Now this is all regarding endurance exercise. But what about strength training? To best describe this, I’m going to have you imagine a bench press. You’re lying flat on your back with your arms extended holding the bar above your chest. As you lower the bar to your chest, this is known as the “eccentric” phase. When you push the bar up from your chest back to the starting position with your arms extended, this is known as the “concentric” phase. Most movements have an eccentric and concentric phase (those that don’t are called “isometric” contractions like a wall sit, but that’s a discussion for another time!) For a squat, the “eccentric” phase would be as you are bending your knees and getting closer to the ground while the “concentric” phase is when you stand up and return to the starting position. 

When breathing during strength training, you should breathe in during the eccentric phase and out during the concentric phase. Exhaling during the concentric phase will tighten your core and create more stabilization and power. Whether you breathe through your nose or your mouth during either of these phases doesn’t matter. Strength training does not require the same amount of oxygen as endurance training, so breathing through the mouth isn’t as imperative. It is important to breathe, though. Holding your breath during a lift is called the Valsalva maneuver. This is when you attempt to forcefully exhale against a closed airway. Doing so increases the intra-abdominal pressure which can help you lift more weight but in turn, increases your blood pressure. The potential risks of the Valsalva maneuver include lightheadedness or even fainting, so it should be used sparingly and with caution. 

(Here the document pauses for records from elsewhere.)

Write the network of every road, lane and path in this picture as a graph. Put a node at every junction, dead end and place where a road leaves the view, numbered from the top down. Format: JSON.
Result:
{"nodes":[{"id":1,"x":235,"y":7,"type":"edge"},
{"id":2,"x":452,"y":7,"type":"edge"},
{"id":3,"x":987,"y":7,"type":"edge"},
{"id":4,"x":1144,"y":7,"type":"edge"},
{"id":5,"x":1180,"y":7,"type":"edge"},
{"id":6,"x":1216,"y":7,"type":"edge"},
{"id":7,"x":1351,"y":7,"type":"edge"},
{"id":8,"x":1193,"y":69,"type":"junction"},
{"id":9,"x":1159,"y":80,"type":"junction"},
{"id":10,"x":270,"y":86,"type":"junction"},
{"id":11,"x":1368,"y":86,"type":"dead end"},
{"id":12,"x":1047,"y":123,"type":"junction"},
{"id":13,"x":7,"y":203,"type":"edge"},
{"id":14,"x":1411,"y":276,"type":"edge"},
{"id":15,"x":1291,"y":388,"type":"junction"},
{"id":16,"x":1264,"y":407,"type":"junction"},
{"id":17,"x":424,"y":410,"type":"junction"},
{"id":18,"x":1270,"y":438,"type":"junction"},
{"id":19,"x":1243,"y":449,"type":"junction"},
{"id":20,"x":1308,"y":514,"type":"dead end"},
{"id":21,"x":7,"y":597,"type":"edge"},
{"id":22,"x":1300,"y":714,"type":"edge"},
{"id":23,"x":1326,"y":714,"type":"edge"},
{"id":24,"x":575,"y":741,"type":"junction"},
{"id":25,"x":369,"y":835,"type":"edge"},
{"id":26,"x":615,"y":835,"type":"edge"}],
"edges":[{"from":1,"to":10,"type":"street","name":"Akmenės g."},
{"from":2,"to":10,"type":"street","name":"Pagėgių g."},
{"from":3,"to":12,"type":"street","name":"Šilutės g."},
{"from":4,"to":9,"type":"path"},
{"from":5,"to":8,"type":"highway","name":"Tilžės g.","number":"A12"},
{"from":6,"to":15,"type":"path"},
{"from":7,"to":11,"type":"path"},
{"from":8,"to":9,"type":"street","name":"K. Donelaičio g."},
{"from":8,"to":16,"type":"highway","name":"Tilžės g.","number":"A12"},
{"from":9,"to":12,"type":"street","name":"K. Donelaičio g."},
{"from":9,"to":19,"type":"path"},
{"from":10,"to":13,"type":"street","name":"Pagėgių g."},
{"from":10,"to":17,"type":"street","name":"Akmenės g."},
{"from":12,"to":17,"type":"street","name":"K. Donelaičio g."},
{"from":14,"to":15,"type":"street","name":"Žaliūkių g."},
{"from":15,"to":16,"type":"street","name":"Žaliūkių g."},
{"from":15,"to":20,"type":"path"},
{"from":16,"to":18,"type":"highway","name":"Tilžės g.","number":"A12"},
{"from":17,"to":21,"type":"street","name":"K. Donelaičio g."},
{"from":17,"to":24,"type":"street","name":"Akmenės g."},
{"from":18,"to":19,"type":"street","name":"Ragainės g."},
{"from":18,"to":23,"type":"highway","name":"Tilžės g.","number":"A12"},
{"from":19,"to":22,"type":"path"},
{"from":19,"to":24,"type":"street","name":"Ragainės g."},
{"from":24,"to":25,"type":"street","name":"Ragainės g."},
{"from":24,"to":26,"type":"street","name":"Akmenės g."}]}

Another aspect of breathing that I want to touch on is something that was ingrained in me when I was a high school athlete. One of my coaches would always tell us not to put our hands on our knees when we got tired because it was a sign of weakness. Instead, we should put our hands above our heads and stay upright. Well, I’m sorry coach, but putting your hands on your knees actually does have some benefits. First, it allows your heart rate to decrease more quickly because the heart doesn’t have to work as hard to pump blood through the body. Second, being in a hunched position allows you to more fully exhale the air in your lungs which gets rid of more carbon dioxide thus, allowing you to recover more quickly. 

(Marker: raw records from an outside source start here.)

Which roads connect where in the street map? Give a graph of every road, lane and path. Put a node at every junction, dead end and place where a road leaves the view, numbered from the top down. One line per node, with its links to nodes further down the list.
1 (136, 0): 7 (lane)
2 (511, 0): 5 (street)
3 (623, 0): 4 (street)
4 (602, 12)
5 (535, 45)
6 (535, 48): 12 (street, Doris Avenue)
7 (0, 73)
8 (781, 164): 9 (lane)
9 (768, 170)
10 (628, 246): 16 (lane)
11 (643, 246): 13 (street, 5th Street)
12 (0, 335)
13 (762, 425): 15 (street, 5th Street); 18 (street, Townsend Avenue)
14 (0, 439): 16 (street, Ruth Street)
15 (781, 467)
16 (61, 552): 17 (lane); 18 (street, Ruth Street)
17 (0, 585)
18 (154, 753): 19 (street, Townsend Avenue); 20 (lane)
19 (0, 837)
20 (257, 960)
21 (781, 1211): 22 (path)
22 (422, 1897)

The last thing I want to mention is that the amount of air you breathe in is VERY rarely a limiting factor in your performance (like I mentioned previously, only with obstructive or restrictive diseases would it be a major limiting factor). The reason for this is the lungs have a huge reserve and we don’t end up using some of the air that we breathe into the body (in fact, this is how we measure your VO2max in the lab is measuring the difference between the oxygen you inhale and the oxygen you exhale). However, the work it takes to get the air in could be a limiting factor. Just like if you have poor running form, if your breathing kinematics (form) are bad, you could be diverting oxygen away from the working muscles (i.e., the arms and legs) and toward the breathing muscles. So, if you’ve checked all the boxes like getting 8 hours of sleep each night, eating right, optimizing your training plan, and you are still looking for some improvement, training your breathing muscles might help improve your performance that last 1%. But until you’ve optimized every other aspect of your training, it’s not worth it.

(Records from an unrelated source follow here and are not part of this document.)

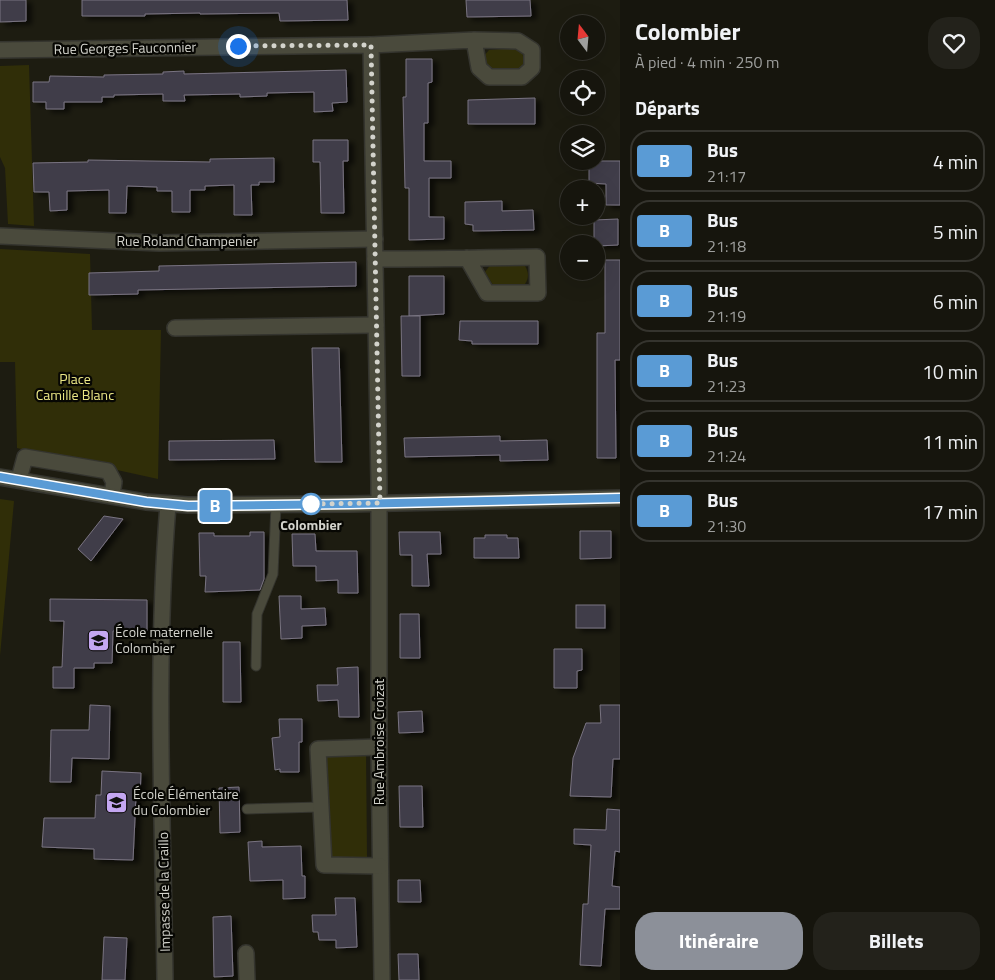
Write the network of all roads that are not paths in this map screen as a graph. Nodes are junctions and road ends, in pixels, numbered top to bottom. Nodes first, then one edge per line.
1 (474, 40) dead end
2 (371, 45) junction
3 (0, 50) edge
4 (0, 236) edge
5 (375, 239) junction
6 (467, 258) junction
7 (375, 260) junction
8 (376, 325) junction
9 (174, 328) dead end
10 (0, 476) edge
11 (19, 479) junction
12 (112, 495) junction
13 (620, 498) edge
14 (380, 503) junction
15 (168, 505) junction
16 (276, 505) junction
17 (256, 666) dead end
18 (379, 747) junction
19 (321, 807) junction
20 (247, 809) dead end
21 (380, 866) junction
22 (246, 953) dead end
23 (165, 980) edge
24 (247, 980) edge
25 (382, 980) edge

1 - 2 street, Rue Georges Fauconnier
2 - 3 street, Rue Georges Fauconnier
2 - 5 street
4 - 5 street, Rue Roland Champenier
5 - 7 street
6 - 6 street
6 - 7 street
7 - 8 street
8 - 9 street
8 - 14 street
10 - 11 street
11 - 12 street
11 - 12 street
12 - 15 street
13 - 14 street
14 - 16 street
14 - 18 street, Rue Ambroise Croizat
15 - 16 street
15 - 23 street, Impasse de la Craillo
16 - 17 lane
18 - 19 street
18 - 21 street, Rue Ambroise Croizat
19 - 20 lane
19 - 21 street
21 - 25 street, Rue Ambroise Croizat
22 - 24 street

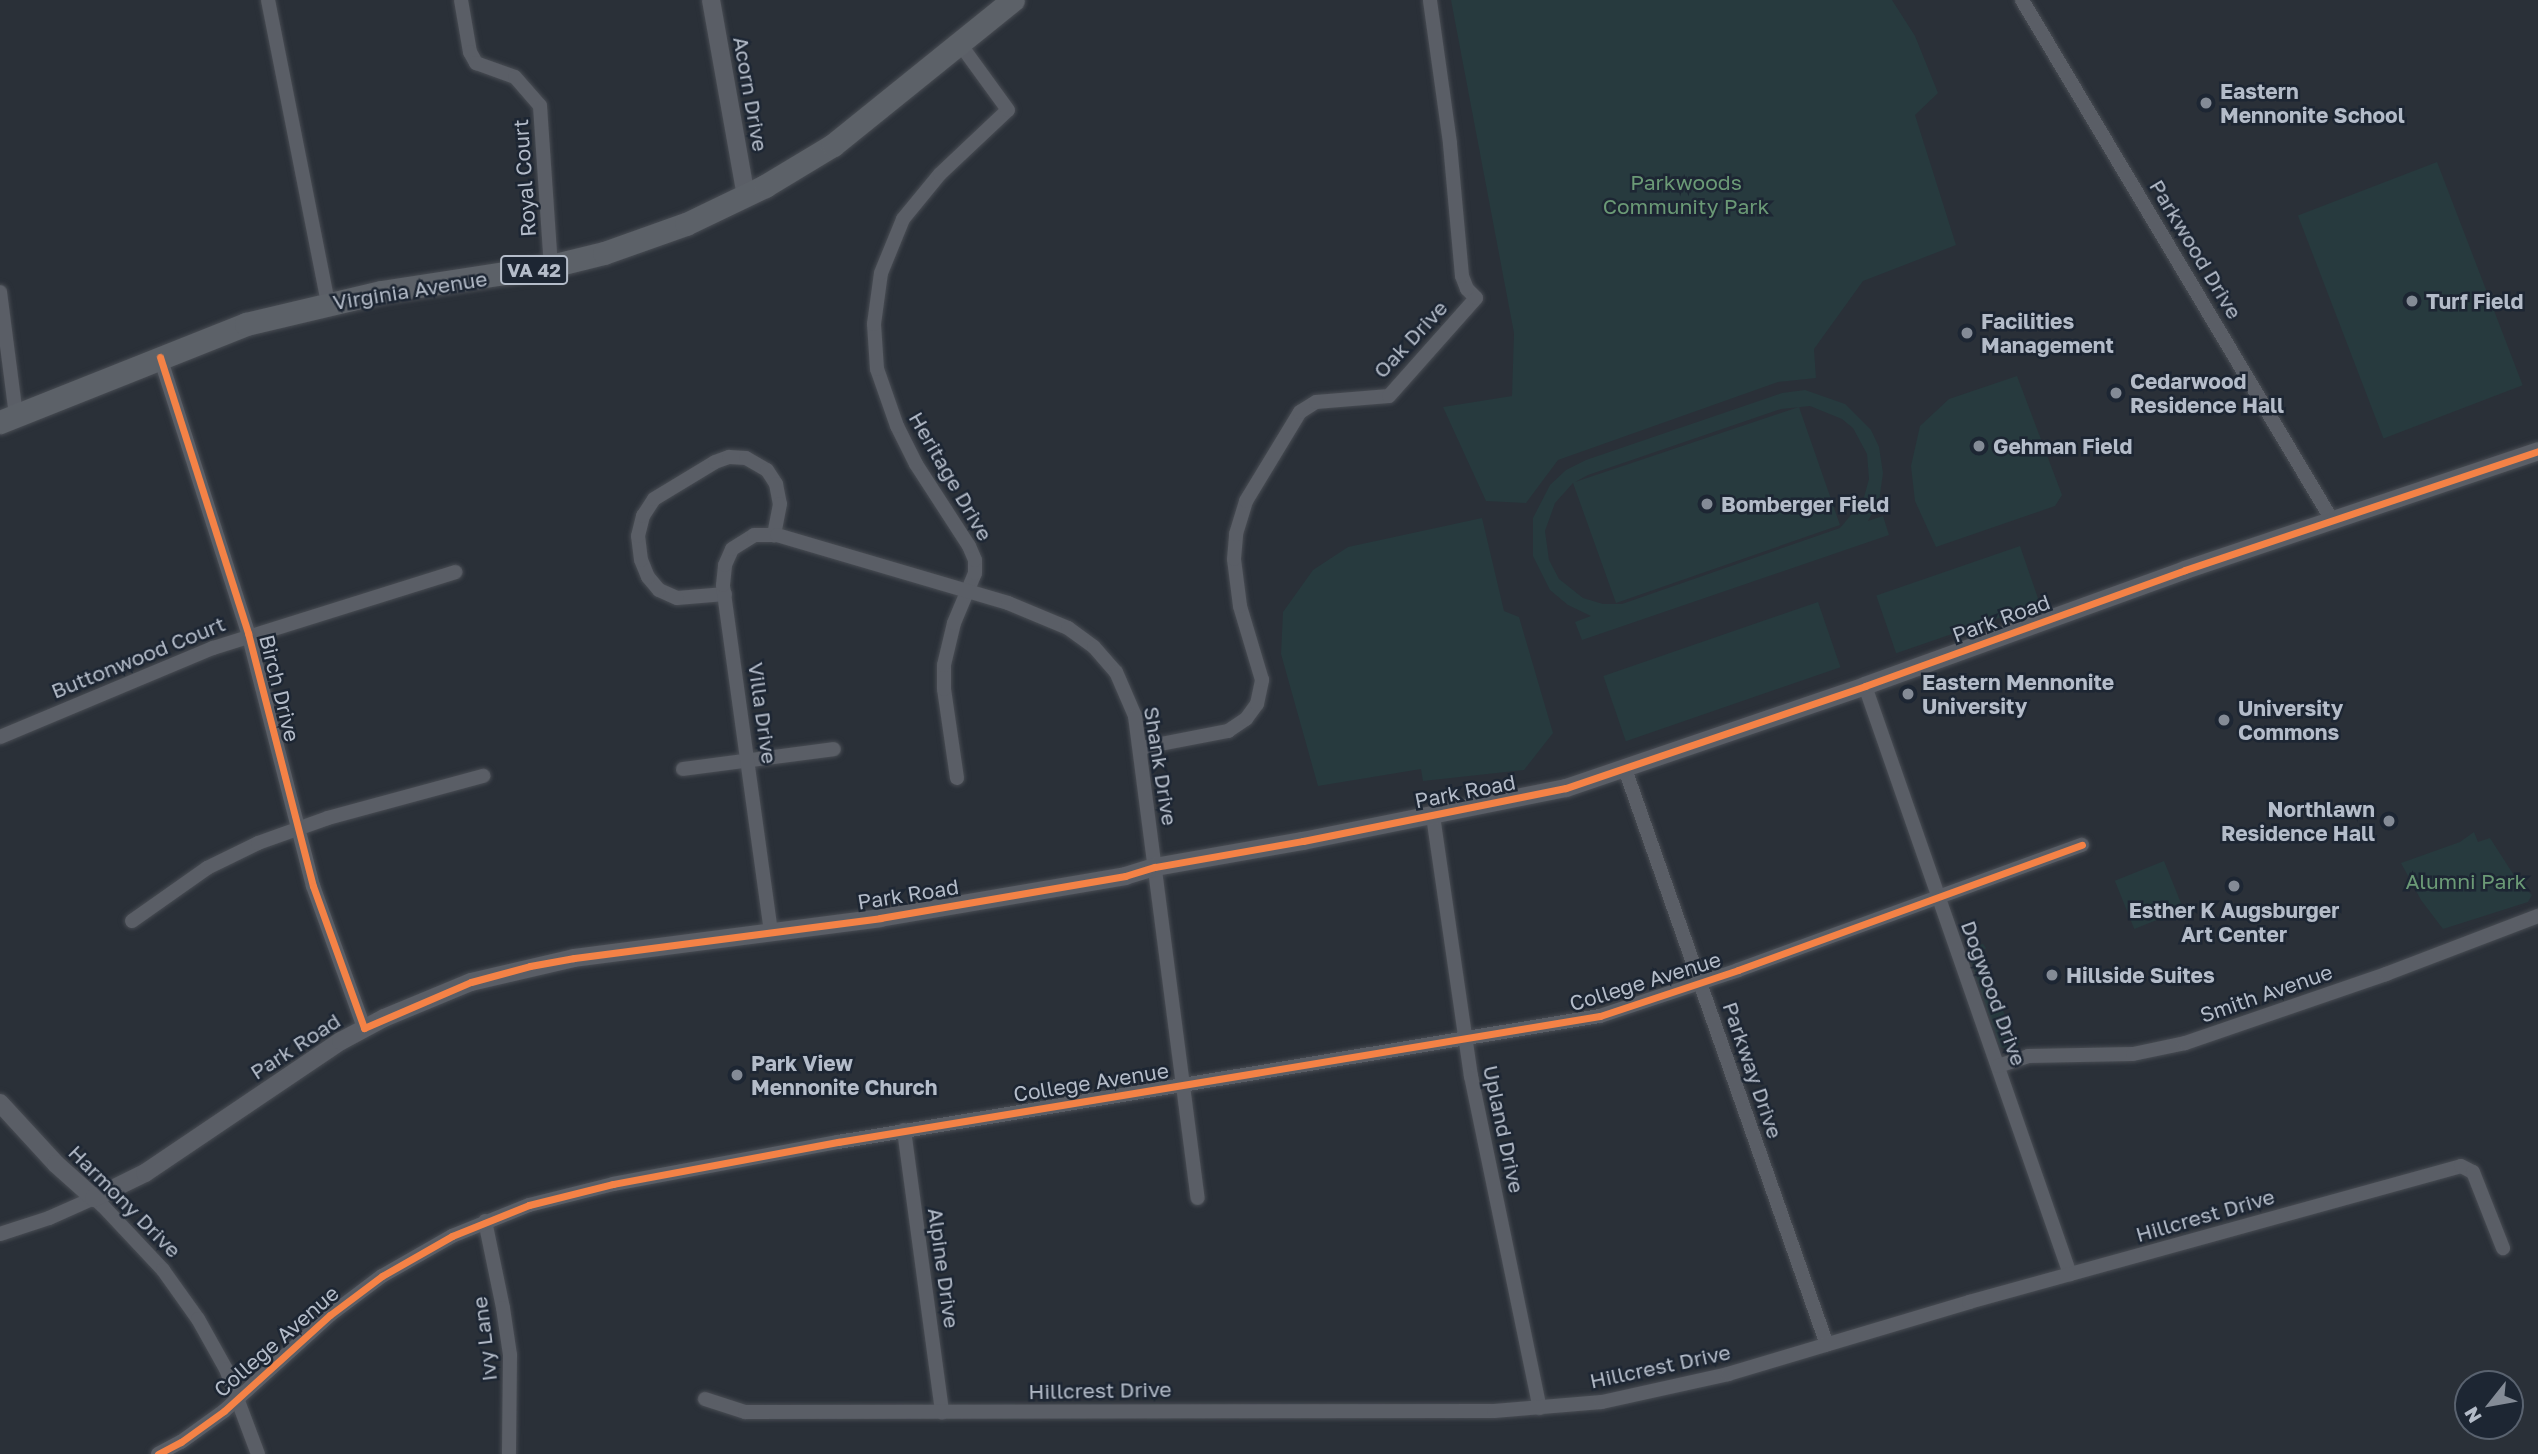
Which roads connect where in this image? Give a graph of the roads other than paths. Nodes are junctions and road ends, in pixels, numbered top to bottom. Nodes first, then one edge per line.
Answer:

Again, you probably do all of this already, just subconsciously. Don’t overthink your breathing. You were literally born to do it. If I mentioned something that you do differently, feel free to reach out and ask if it’s something you need to change. Chances are, you don’t. But if you’ve had trouble with your breathing during exercise, a pulmonary function test may be in order to rule in or out a lung problem for you. Test. Don’t guess.